Collection entries
+++

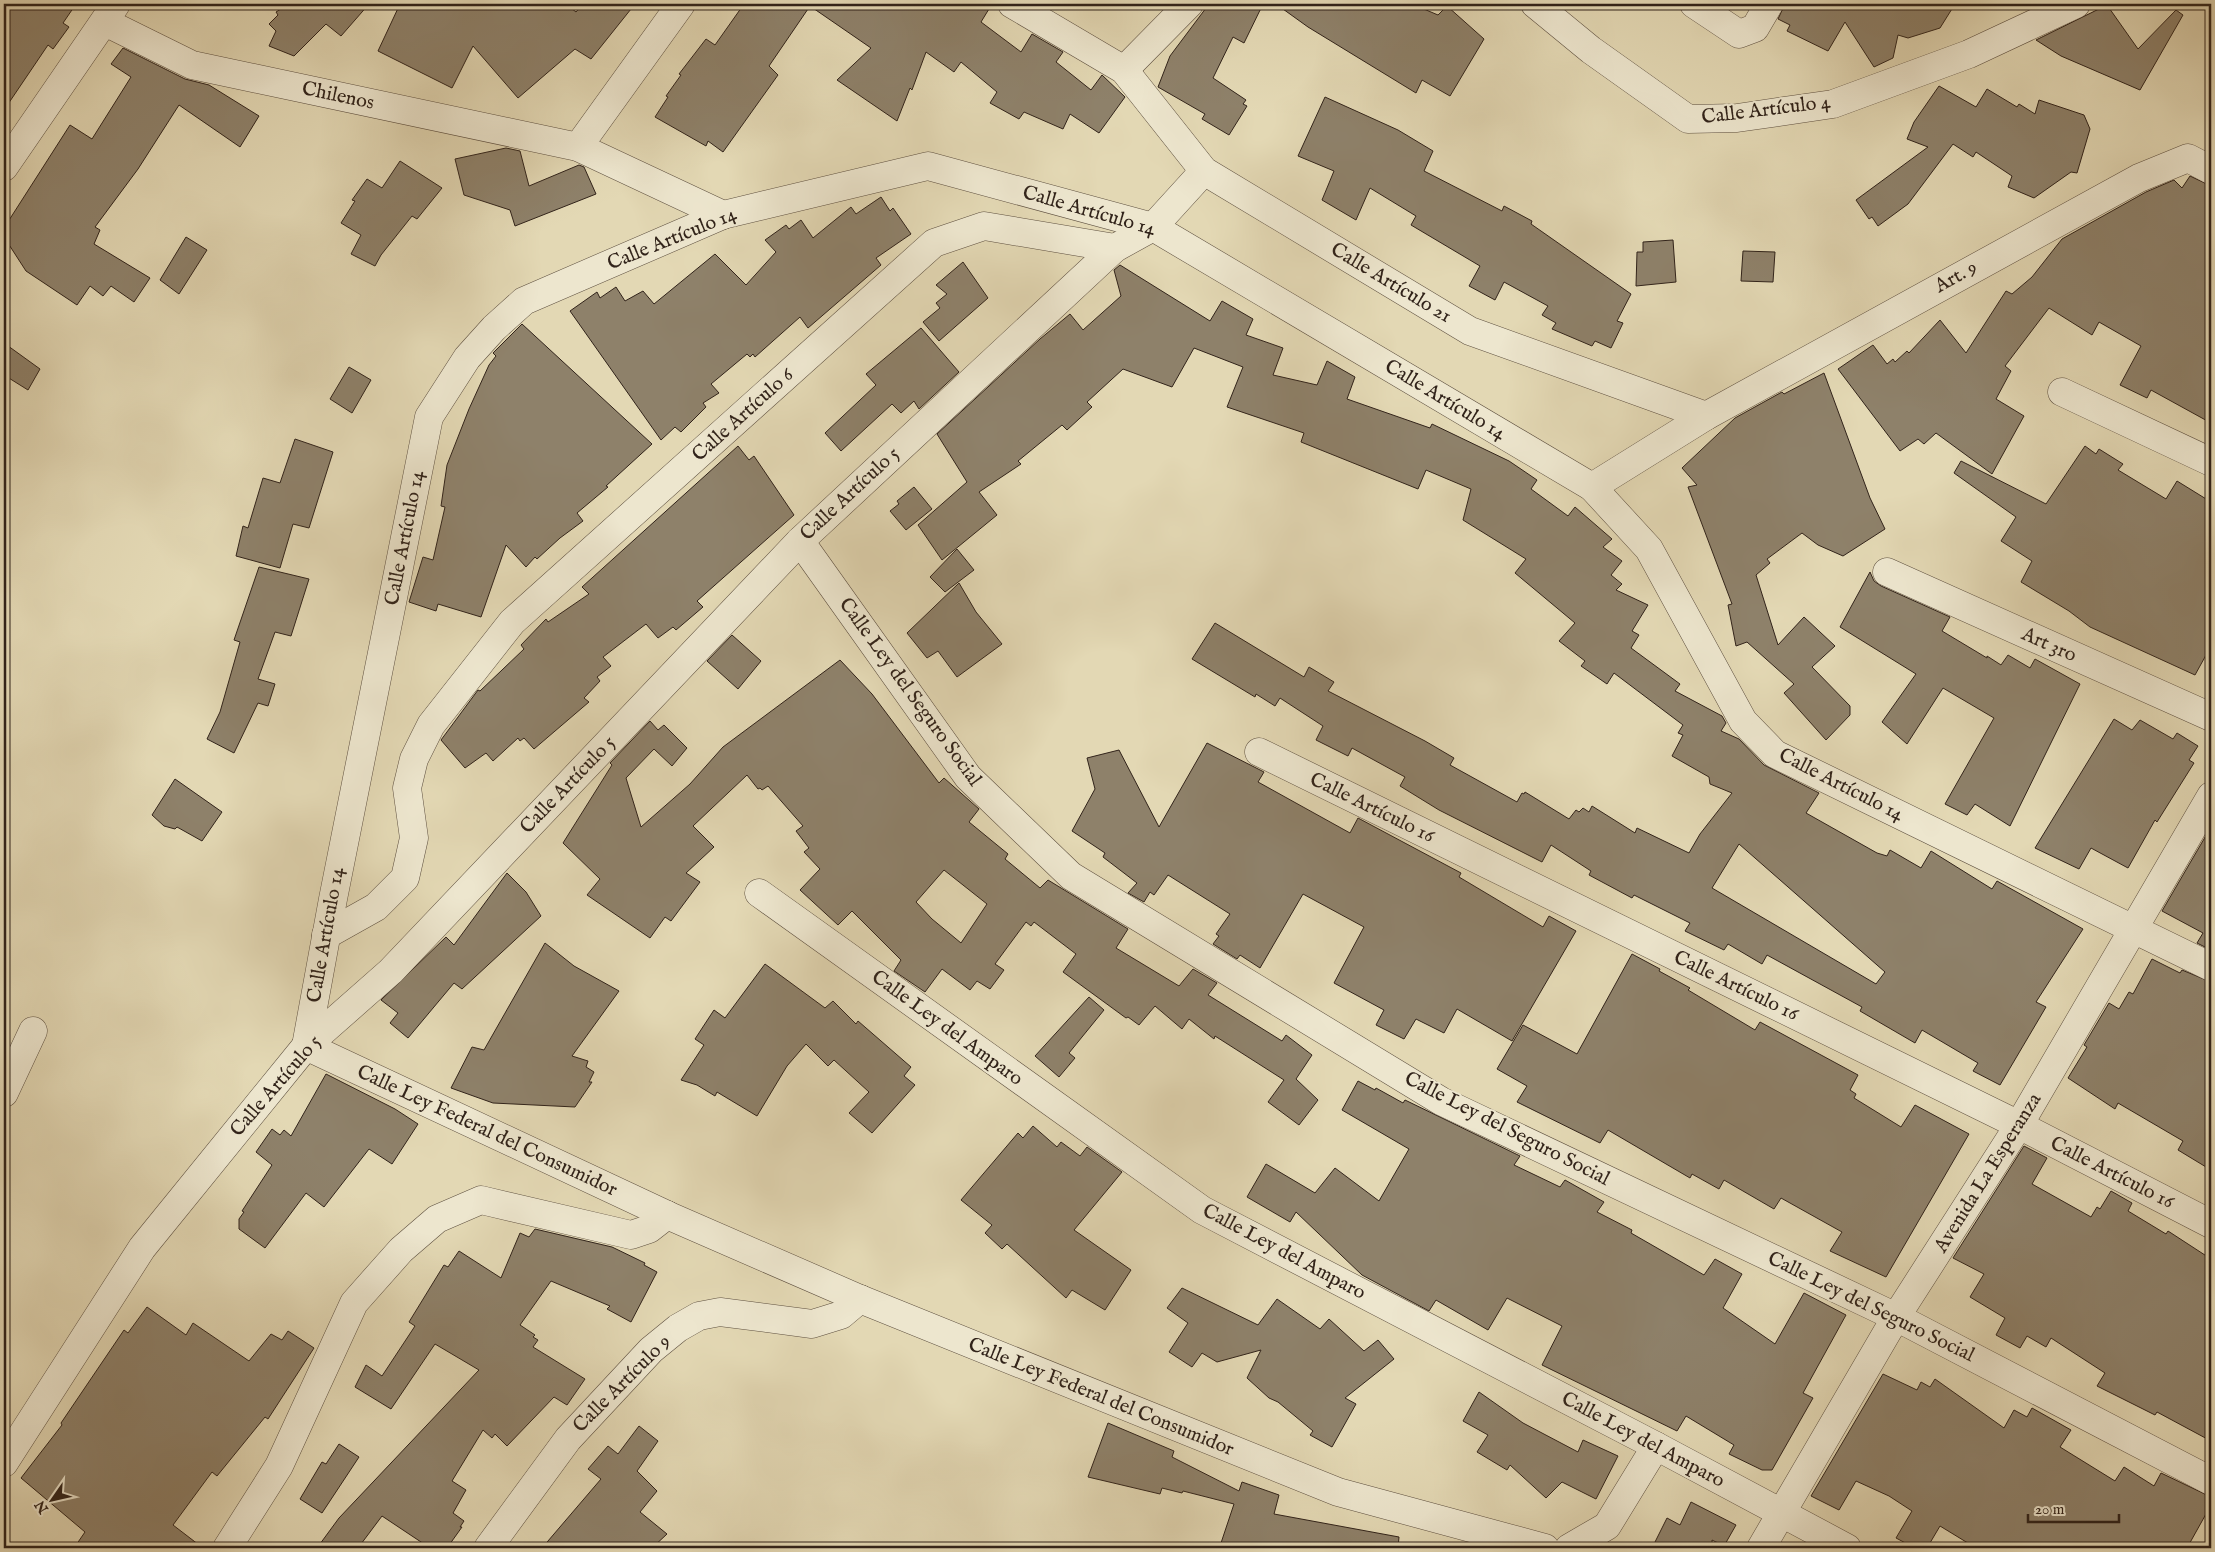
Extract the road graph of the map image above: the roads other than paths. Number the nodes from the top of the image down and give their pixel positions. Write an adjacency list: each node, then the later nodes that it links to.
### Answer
1 (681, 4): 10 (street)
2 (1012, 4): 9 (street, Calle Artículo 21)
3 (1189, 4): 9 (street)
4 (1535, 4): 7 (street, Calle Artículo 4)
5 (1694, 4): 6 (street)
6 (1769, 4)
7 (2076, 4)
8 (111, 13): 10 (street, Chilenos); 11 (street)
9 (1124, 70): 13 (street, Calle Artículo 21)
10 (578, 147): 14 (street, Chilenos)
11 (4, 167)
12 (2211, 170): 18 (street, Art. 9)
13 (1204, 171): 15 (street, Calle Artículo 5); 18 (street, Calle Artículo 21)
14 (723, 215): 15 (street, Calle Artículo 14); 28 (street, Calle Artículo 14)
15 (1153, 226): 16 (street, Calle Artículo 5); 20 (street, Calle Artículo 14)
16 (1115, 248): 21 (street, Calle Artículo 5); 28 (street, Calle Artículo 6)
17 (2062, 392): 19 (street)
18 (1706, 416): 20 (street)
19 (2211, 462)
20 (1592, 487): 27 (street, Calle Artículo 14)
21 (800, 541): 31 (street, Calle Artículo 5); 37 (street, Calle Ley del Seguro Social)
22 (1886, 572): 23 (street, Art 3ro)
23 (2211, 718)
24 (1259, 752): 33 (street, Calle Artículo 16)
25 (2211, 796): 27 (street, Avenida La Esperanza)
26 (759, 893): 38 (street, Calle Ley del Amparo)
27 (2135, 929): 29 (street, Calle Artículo 14); 33 (street, Avenida La Esperanza)
28 (326, 934): 31 (street, Calle Artículo 14)
29 (2211, 967)
30 (32, 1031): 32 (street)
31 (306, 1046): 34 (street, Calle Ley Federal del Consumidor); 39 (street, Calle Artículo 5)
32 (4, 1093)
33 (2020, 1125): 35 (street, Calle Artículo 16); 37 (street, Avenida La Esperanza)
34 (667, 1215): 36 (street, Calle Ley Federal del Consumidor); 42 (street, Calle Ley Federal del Consumidor)
35 (2211, 1224)
36 (860, 1299): 43 (street, Calle Artículo 9); 44 (street, Calle Ley Federal del Consumidor)
37 (1896, 1317): 40 (street, Calle Ley del Seguro Social); 41 (street, Avenida La Esperanza)
38 (1656, 1446): 41 (street, Calle Ley del Amparo); 45 (street)
39 (4, 1463)
40 (2211, 1481)
41 (1781, 1513): 46 (street, Avenida La Esperanza); 47 (street, Calle Ley del Amparo)
42 (227, 1548)
43 (488, 1548)
44 (1545, 1548)
45 (1569, 1548)
46 (1762, 1548)
47 (1847, 1548)

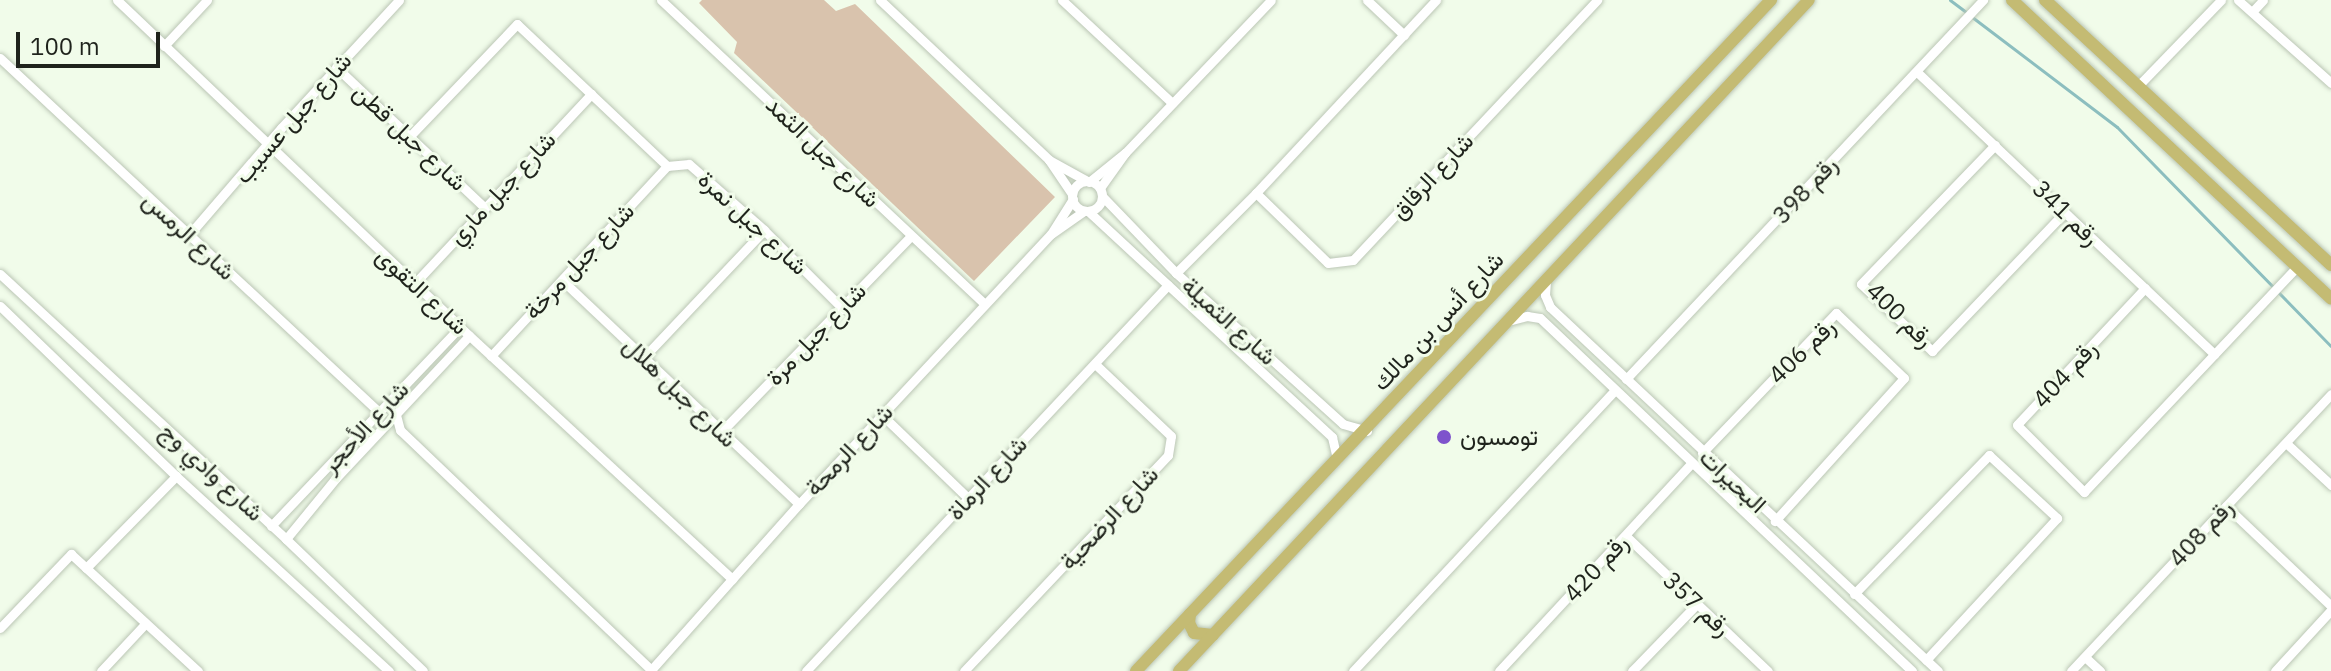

+++

-- Description of the task --
Omit every picture, and otherwise quote the entries exactly.

-- Solved exercise --
Extract the road graph of the map image above: the roads other than paths. Number the nodes from the top of the image down and give their pixel positions. Write an adjacency list: each node, then the later nodes that it links to.
### Answer
1 (681, 4): 10 (street)
2 (1012, 4): 9 (street, Calle Artículo 21)
3 (1189, 4): 9 (street)
4 (1535, 4): 7 (street, Calle Artículo 4)
5 (1694, 4): 6 (street)
6 (1769, 4)
7 (2076, 4)
8 (111, 13): 10 (street, Chilenos); 11 (street)
9 (1124, 70): 13 (street, Calle Artículo 21)
10 (578, 147): 14 (street, Chilenos)
11 (4, 167)
12 (2211, 170): 18 (street, Art. 9)
13 (1204, 171): 15 (street, Calle Artículo 5); 18 (street, Calle Artículo 21)
14 (723, 215): 15 (street, Calle Artículo 14); 28 (street, Calle Artículo 14)
15 (1153, 226): 16 (street, Calle Artículo 5); 20 (street, Calle Artículo 14)
16 (1115, 248): 21 (street, Calle Artículo 5); 28 (street, Calle Artículo 6)
17 (2062, 392): 19 (street)
18 (1706, 416): 20 (street)
19 (2211, 462)
20 (1592, 487): 27 (street, Calle Artículo 14)
21 (800, 541): 31 (street, Calle Artículo 5); 37 (street, Calle Ley del Seguro Social)
22 (1886, 572): 23 (street, Art 3ro)
23 (2211, 718)
24 (1259, 752): 33 (street, Calle Artículo 16)
25 (2211, 796): 27 (street, Avenida La Esperanza)
26 (759, 893): 38 (street, Calle Ley del Amparo)
27 (2135, 929): 29 (street, Calle Artículo 14); 33 (street, Avenida La Esperanza)
28 (326, 934): 31 (street, Calle Artículo 14)
29 (2211, 967)
30 (32, 1031): 32 (street)
31 (306, 1046): 34 (street, Calle Ley Federal del Consumidor); 39 (street, Calle Artículo 5)
32 (4, 1093)
33 (2020, 1125): 35 (street, Calle Artículo 16); 37 (street, Avenida La Esperanza)
34 (667, 1215): 36 (street, Calle Ley Federal del Consumidor); 42 (street, Calle Ley Federal del Consumidor)
35 (2211, 1224)
36 (860, 1299): 43 (street, Calle Artículo 9); 44 (street, Calle Ley Federal del Consumidor)
37 (1896, 1317): 40 (street, Calle Ley del Seguro Social); 41 (street, Avenida La Esperanza)
38 (1656, 1446): 41 (street, Calle Ley del Amparo); 45 (street)
39 (4, 1463)
40 (2211, 1481)
41 (1781, 1513): 46 (street, Avenida La Esperanza); 47 (street, Calle Ley del Amparo)
42 (227, 1548)
43 (488, 1548)
44 (1545, 1548)
45 (1569, 1548)
46 (1762, 1548)
47 (1847, 1548)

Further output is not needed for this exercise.